At Lake and Grand, they'll get off the bus,
those girls with their covered heads,
and think about when and in front of whom
they will show their hair.
Juror comments: Hair was selected for the 2009 cycle of mnartists.org's What Light Poetry Project by poet Connie Wanek, who remarks, "This poem has a wealth of detail, and thus it comes alive. The mundanity of the dialogue works paradoxically to deepen the tension of the encounter. The girls, six strong, are insouciant because they are together; if the drunk were accosting a single individual, the poem's tone would be very different."

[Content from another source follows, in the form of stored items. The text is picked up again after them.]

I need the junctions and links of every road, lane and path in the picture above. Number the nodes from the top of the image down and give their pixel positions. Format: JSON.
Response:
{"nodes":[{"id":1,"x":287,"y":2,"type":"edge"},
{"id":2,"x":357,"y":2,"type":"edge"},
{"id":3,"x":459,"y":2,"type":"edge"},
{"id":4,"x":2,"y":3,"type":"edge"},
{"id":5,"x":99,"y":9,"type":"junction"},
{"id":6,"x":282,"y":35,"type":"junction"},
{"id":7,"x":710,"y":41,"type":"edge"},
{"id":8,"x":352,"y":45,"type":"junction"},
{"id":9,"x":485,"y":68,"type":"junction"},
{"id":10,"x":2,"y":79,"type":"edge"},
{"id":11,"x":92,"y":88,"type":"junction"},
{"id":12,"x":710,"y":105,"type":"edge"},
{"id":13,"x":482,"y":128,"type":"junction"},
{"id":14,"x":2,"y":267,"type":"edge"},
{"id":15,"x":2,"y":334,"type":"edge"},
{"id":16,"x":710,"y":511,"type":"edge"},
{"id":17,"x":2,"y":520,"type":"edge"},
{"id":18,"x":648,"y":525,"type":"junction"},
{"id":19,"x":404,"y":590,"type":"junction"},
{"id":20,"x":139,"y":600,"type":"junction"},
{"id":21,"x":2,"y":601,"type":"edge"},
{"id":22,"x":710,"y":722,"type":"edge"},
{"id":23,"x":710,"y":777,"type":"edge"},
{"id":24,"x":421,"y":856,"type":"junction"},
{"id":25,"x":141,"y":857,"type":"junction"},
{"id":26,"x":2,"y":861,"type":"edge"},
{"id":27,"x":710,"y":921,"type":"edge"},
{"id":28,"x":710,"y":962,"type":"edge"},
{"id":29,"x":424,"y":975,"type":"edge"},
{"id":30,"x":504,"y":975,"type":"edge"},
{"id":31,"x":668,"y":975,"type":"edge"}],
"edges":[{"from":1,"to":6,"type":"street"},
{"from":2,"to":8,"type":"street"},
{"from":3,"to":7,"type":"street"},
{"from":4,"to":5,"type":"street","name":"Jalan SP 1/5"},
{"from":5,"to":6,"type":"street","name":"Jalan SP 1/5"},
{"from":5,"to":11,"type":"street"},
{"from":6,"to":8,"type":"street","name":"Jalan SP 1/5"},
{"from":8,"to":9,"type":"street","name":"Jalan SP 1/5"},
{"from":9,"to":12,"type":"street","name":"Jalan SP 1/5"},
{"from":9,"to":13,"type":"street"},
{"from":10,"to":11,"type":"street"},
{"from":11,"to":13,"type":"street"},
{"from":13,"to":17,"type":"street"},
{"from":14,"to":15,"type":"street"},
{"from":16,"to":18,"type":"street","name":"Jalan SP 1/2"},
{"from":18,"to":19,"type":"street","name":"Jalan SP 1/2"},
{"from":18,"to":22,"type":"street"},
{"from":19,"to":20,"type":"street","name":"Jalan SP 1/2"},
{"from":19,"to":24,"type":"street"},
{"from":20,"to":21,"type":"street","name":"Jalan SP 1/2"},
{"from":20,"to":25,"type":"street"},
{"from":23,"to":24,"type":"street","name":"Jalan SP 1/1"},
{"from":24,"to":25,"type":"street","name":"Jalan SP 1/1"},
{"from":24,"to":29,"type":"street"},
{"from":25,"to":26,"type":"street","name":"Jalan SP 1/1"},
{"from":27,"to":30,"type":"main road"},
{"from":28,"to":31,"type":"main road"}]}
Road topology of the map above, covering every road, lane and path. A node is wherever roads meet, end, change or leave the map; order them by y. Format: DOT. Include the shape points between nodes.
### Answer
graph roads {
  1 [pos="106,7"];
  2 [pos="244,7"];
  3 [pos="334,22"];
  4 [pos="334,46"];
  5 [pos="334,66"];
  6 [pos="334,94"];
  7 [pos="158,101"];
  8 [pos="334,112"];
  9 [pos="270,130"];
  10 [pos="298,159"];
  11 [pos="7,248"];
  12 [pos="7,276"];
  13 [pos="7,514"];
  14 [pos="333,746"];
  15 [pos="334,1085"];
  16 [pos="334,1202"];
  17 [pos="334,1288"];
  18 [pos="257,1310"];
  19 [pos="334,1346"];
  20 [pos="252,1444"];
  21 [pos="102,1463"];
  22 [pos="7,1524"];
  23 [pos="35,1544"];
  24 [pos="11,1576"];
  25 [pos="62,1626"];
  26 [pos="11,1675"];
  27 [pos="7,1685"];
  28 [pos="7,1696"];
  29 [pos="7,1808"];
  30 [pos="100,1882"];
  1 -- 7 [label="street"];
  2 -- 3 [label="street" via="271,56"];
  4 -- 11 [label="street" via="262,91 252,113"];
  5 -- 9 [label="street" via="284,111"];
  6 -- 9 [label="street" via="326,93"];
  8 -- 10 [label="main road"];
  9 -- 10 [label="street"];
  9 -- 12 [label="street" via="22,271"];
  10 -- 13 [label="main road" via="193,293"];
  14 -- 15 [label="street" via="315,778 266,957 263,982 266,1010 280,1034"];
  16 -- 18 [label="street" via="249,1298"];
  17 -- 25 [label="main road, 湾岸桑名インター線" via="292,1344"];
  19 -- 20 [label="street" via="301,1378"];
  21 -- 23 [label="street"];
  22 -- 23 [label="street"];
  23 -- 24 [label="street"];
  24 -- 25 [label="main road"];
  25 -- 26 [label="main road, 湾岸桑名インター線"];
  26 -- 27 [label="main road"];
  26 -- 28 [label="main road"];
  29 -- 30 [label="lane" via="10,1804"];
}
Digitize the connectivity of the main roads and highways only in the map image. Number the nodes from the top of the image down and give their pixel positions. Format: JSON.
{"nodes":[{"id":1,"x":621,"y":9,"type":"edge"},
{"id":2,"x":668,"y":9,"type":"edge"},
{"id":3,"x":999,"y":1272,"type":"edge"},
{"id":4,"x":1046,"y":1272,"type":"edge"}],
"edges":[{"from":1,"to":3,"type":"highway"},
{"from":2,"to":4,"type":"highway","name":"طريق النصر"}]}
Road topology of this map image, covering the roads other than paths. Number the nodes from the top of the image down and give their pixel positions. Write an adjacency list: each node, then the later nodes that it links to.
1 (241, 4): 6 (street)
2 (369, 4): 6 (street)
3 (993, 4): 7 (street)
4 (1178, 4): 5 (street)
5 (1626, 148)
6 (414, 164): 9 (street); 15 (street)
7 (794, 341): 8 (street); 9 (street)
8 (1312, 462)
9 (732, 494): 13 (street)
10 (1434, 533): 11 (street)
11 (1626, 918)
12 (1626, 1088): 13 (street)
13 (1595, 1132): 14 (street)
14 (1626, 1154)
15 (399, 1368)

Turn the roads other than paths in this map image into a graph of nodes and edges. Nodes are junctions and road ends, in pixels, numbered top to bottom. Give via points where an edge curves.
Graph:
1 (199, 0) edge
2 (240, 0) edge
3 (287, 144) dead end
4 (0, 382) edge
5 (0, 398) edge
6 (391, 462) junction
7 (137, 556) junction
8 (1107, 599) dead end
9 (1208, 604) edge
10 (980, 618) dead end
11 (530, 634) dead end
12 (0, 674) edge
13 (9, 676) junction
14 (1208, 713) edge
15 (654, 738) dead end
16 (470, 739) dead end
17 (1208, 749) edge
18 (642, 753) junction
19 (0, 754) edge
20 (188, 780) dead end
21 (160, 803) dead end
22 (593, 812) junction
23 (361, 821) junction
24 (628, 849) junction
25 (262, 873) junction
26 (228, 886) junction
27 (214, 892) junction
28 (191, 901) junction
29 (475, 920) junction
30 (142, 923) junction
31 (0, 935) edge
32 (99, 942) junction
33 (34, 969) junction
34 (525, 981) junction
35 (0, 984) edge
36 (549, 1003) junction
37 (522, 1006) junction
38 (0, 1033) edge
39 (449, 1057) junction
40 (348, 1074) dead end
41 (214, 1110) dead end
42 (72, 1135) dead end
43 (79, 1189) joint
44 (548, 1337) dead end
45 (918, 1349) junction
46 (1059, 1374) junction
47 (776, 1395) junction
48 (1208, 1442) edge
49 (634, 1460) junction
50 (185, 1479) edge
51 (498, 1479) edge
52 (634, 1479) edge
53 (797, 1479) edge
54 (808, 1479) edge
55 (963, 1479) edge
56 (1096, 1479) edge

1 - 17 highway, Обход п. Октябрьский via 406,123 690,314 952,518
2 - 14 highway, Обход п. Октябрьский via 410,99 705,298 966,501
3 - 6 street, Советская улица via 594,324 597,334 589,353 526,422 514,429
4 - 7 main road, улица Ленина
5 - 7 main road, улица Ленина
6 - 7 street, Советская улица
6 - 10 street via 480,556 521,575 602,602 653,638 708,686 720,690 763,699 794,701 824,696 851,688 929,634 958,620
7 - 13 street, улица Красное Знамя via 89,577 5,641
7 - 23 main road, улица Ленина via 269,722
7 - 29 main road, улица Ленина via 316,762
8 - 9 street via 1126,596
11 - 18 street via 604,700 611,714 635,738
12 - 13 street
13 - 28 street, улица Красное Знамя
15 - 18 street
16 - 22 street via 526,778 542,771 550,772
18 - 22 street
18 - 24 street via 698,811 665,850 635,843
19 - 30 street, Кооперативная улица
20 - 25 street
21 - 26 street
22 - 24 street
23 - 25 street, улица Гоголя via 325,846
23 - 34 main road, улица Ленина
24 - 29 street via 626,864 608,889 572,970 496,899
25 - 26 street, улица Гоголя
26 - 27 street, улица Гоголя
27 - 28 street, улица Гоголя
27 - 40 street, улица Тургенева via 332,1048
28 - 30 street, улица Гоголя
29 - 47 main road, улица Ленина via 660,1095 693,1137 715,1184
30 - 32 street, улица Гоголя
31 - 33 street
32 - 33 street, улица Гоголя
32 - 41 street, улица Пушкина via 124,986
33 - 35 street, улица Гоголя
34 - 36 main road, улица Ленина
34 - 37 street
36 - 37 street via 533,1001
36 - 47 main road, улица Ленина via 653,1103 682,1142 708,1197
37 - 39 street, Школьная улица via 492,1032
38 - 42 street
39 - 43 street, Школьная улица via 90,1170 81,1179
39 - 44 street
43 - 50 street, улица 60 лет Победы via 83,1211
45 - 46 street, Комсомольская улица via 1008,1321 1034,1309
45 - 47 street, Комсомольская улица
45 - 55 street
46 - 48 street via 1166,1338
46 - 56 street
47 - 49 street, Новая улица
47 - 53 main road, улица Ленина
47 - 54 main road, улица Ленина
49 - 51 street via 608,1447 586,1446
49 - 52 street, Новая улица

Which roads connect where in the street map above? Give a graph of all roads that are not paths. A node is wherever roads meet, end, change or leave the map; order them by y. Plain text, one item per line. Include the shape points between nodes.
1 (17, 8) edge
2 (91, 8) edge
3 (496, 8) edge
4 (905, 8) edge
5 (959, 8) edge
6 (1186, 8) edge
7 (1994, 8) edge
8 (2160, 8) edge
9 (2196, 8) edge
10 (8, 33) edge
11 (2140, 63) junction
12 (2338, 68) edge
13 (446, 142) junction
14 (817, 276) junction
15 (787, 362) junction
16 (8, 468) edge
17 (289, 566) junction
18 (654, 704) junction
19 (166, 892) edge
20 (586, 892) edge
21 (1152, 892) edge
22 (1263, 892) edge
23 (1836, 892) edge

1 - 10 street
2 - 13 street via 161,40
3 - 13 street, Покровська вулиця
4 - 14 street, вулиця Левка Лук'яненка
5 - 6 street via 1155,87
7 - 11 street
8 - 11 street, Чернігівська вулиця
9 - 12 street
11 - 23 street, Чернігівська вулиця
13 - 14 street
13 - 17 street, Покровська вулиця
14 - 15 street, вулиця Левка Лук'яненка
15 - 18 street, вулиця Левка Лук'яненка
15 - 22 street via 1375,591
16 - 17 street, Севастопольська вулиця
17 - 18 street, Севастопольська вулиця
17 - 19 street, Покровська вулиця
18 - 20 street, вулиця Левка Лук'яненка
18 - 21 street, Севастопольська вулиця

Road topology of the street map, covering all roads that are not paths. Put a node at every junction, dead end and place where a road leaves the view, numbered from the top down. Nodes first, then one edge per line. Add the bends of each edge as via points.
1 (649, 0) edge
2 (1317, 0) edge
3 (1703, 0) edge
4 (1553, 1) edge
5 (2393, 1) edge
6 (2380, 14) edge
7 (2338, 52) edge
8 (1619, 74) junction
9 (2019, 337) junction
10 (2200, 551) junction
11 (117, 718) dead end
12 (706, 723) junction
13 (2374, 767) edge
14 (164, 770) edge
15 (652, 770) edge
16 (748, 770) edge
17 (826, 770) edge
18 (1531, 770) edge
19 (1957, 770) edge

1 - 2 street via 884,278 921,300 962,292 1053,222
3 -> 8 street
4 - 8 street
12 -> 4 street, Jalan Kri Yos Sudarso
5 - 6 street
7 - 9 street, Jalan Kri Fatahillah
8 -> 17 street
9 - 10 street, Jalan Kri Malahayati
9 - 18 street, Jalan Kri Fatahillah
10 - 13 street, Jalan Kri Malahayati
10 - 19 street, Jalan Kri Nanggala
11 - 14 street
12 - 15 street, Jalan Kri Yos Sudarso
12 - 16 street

About the poet: Darci Dawn Schummer is a graduate of Hamline University's MFA program. She primarily writes short fiction, but she enjoys the challenge of writing poetry. And she enjoys letting a good poem roll over her while she walks along a coastline, strolls through a park, or sits beneath tree. She teaches English at Globe University.
About her poetry, Schummer writes: "What I find so fascinating about poetry is its economy, its attention to word choice. I have tried to cultivate the poet's eye, paying careful attention to each word I choose, no matter what genre I'm working in. Attempting this cultivation has been invaluable to me as a writer. As a teacher, I incorporate poetry into my lessons to show my students the difference that one word can make."